Show all lines below holding the string "Łużycka".

[Dataset entries]
━━━
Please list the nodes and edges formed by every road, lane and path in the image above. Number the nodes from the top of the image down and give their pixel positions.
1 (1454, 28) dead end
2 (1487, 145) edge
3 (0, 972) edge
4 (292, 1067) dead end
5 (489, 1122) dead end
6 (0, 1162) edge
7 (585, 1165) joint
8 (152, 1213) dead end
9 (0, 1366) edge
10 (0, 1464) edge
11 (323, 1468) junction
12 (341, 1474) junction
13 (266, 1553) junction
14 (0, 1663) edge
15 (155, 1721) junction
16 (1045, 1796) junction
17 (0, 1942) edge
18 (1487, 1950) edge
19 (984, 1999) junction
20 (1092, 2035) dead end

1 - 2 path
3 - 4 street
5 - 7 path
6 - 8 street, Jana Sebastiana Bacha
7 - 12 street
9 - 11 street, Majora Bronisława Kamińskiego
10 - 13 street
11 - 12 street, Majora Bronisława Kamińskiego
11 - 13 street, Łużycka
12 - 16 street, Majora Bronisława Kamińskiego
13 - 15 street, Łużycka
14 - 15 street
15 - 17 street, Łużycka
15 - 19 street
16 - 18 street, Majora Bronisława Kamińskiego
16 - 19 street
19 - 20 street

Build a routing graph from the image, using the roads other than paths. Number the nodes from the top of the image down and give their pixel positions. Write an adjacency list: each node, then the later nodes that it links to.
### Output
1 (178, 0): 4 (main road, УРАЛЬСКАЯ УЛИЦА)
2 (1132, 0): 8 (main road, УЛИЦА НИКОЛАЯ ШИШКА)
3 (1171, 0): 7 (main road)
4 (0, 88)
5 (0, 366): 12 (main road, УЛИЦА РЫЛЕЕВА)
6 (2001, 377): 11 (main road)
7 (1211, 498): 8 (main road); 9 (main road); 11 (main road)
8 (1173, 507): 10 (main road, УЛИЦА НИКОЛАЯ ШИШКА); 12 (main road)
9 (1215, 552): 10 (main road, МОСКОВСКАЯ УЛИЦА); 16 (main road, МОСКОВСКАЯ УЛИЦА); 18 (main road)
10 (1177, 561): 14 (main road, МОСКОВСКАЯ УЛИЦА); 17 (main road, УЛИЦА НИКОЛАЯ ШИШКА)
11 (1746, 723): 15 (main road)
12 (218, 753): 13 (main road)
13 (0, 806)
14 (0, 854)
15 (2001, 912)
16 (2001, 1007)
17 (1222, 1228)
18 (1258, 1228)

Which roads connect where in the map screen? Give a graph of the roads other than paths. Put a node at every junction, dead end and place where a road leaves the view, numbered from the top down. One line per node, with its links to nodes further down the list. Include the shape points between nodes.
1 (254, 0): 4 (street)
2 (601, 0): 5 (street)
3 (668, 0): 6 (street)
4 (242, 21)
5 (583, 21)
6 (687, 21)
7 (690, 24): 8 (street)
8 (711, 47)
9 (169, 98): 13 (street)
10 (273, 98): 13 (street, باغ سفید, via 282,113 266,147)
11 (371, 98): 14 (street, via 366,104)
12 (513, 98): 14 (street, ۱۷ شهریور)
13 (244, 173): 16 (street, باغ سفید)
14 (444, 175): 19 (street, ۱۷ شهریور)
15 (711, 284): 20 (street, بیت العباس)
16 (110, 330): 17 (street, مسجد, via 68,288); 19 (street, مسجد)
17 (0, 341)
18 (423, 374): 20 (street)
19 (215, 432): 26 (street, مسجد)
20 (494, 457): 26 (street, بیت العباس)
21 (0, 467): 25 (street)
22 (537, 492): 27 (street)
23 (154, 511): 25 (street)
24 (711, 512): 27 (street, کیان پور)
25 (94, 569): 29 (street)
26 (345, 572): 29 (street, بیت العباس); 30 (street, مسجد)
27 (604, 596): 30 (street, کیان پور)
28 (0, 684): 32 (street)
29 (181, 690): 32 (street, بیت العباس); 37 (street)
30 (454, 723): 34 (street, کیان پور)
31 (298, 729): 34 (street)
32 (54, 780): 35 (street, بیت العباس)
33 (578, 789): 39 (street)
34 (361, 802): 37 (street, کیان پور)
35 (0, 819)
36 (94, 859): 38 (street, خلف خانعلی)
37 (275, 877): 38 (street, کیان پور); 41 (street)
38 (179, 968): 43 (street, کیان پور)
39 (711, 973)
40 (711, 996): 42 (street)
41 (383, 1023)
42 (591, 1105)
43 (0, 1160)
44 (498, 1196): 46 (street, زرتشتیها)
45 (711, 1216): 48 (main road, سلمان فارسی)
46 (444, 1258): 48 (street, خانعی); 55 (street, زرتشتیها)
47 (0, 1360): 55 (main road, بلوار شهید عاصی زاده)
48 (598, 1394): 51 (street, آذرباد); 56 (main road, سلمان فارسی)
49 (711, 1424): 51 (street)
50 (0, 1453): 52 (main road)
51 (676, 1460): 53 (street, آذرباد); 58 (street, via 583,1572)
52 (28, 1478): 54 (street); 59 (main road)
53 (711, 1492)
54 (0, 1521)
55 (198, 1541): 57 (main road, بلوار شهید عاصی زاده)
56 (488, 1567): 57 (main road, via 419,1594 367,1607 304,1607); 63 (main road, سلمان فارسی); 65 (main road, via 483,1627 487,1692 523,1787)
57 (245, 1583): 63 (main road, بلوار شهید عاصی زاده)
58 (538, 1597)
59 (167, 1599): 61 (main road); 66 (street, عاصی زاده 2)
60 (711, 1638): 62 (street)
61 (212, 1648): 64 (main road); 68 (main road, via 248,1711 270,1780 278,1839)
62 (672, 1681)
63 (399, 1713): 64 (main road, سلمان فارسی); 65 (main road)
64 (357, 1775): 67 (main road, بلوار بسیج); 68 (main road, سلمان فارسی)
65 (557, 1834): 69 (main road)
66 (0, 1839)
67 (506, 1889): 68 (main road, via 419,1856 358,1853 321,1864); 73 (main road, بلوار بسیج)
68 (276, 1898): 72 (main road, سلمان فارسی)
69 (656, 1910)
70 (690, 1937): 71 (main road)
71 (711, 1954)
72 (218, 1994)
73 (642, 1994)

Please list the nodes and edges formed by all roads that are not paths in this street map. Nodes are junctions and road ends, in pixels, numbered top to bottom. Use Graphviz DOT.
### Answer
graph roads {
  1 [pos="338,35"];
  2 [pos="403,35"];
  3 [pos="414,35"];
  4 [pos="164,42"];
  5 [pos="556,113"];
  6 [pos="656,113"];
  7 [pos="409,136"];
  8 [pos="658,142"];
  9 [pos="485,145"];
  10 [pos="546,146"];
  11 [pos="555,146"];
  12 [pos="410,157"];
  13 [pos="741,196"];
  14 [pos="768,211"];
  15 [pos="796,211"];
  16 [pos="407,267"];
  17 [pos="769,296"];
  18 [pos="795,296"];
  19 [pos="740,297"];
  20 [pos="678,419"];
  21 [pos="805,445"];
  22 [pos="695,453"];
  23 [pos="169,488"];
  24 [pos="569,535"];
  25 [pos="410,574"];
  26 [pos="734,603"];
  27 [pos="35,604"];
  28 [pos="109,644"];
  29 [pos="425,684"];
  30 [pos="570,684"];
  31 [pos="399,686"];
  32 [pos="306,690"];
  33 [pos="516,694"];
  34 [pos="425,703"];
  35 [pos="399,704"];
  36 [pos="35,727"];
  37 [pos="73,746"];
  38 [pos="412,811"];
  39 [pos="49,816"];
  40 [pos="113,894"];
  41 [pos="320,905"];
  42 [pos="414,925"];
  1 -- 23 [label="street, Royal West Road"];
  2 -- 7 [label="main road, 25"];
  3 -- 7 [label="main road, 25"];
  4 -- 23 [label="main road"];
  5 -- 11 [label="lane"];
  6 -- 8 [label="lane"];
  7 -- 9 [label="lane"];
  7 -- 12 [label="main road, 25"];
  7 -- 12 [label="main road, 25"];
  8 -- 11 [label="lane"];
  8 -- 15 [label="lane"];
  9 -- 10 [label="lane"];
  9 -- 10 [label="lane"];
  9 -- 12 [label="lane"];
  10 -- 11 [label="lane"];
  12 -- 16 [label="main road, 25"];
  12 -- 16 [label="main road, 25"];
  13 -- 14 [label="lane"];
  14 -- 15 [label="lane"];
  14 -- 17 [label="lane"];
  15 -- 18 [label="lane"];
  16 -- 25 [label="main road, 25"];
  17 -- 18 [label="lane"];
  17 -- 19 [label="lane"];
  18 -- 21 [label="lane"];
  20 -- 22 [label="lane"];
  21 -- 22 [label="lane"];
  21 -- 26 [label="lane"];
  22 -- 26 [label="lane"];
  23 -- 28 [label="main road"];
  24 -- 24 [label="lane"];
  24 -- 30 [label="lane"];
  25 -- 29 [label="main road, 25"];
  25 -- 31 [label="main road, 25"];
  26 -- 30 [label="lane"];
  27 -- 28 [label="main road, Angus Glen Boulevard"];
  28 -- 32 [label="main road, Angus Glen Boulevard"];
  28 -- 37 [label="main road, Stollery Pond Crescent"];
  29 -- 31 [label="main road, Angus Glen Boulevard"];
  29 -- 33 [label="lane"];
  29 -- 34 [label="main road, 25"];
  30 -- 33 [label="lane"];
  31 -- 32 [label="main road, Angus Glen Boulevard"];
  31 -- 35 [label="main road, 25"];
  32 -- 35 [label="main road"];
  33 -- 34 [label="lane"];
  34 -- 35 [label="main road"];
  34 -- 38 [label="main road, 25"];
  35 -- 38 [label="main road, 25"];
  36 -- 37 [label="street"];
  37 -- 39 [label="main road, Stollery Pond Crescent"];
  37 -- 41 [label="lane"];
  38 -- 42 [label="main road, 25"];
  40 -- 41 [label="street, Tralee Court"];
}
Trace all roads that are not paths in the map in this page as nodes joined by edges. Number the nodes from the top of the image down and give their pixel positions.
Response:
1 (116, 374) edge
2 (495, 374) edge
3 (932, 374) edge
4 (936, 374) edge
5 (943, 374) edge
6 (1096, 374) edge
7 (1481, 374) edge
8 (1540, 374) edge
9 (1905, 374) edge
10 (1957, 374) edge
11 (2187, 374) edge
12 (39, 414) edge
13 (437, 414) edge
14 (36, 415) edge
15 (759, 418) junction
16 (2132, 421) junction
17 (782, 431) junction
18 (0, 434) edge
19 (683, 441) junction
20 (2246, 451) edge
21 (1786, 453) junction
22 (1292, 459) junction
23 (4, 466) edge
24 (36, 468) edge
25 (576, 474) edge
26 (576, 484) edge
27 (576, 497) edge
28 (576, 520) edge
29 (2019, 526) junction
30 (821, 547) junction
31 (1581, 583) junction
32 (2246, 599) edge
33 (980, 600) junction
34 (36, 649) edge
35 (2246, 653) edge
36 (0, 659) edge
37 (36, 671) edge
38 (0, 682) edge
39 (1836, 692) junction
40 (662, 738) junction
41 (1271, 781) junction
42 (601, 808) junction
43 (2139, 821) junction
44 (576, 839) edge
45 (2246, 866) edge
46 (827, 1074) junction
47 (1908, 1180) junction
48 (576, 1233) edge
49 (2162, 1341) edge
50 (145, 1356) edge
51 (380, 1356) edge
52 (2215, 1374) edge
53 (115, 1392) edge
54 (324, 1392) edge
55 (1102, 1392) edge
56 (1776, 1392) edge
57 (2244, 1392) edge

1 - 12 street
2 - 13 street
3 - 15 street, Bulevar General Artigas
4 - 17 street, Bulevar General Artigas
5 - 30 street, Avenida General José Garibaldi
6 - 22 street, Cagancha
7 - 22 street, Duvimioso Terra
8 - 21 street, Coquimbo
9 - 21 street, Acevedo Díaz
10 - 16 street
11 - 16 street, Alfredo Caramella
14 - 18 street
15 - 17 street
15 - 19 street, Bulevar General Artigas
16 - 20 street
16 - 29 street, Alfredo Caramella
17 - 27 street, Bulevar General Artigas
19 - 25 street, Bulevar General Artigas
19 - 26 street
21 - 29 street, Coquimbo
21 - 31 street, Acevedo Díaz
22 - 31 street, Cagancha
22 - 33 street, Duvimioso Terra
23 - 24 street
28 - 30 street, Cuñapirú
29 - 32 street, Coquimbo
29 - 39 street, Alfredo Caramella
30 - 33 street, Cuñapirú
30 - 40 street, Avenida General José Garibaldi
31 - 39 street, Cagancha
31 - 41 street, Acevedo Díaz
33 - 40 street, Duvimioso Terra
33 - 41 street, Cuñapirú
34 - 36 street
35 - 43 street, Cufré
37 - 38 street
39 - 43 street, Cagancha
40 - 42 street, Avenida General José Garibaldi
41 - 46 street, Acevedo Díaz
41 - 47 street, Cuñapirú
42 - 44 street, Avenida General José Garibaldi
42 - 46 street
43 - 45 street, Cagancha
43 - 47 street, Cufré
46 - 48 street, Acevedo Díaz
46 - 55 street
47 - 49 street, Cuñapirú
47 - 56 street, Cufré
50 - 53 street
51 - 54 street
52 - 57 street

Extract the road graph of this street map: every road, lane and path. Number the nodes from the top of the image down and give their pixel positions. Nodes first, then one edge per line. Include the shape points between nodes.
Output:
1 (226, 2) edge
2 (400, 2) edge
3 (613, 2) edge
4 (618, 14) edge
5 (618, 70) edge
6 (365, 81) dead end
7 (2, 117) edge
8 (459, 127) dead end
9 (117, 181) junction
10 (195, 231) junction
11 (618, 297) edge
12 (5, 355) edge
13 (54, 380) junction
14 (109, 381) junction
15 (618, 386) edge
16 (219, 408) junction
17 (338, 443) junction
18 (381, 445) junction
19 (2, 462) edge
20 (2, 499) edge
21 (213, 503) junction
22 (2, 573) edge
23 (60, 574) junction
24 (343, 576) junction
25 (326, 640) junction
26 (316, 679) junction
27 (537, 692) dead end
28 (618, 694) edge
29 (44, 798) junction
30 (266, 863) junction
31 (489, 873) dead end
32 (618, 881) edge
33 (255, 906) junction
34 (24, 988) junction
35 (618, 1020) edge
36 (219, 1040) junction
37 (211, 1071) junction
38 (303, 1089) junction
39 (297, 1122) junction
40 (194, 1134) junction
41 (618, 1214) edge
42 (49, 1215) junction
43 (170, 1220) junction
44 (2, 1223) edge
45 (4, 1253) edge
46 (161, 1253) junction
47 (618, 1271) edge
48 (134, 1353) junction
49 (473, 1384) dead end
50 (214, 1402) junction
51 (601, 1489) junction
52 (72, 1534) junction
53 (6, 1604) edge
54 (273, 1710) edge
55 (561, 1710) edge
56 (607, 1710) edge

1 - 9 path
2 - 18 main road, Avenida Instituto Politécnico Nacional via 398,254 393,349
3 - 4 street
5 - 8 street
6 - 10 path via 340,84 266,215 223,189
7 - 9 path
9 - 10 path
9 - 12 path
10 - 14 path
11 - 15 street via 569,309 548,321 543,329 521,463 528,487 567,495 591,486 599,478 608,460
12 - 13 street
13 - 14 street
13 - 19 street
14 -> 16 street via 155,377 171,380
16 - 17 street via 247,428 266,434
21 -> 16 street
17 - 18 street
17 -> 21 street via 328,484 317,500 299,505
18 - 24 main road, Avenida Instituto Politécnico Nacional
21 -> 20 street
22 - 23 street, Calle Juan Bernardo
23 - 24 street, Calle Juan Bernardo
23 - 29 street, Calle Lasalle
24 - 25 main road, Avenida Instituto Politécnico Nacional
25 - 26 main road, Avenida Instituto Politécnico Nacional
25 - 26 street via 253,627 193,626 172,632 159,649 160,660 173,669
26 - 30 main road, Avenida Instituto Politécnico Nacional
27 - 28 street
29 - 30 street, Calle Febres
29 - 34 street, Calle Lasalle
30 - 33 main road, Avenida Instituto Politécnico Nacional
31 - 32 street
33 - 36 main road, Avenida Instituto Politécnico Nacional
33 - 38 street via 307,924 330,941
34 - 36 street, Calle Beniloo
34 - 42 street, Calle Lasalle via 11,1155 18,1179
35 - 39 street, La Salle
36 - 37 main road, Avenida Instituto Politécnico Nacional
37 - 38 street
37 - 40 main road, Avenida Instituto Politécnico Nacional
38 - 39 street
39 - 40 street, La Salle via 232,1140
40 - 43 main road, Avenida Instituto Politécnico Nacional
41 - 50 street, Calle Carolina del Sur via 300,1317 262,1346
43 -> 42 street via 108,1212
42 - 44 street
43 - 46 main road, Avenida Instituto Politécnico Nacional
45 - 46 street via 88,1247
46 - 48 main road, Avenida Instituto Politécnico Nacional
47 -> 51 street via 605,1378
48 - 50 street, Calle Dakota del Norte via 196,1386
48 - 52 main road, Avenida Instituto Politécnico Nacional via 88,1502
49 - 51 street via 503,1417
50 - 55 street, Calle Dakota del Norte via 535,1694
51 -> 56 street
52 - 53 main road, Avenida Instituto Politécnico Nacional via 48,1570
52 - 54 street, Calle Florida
━━━
Finished task:
11 - 13 street, Łużycka
13 - 15 street, Łużycka
15 - 17 street, Łużycka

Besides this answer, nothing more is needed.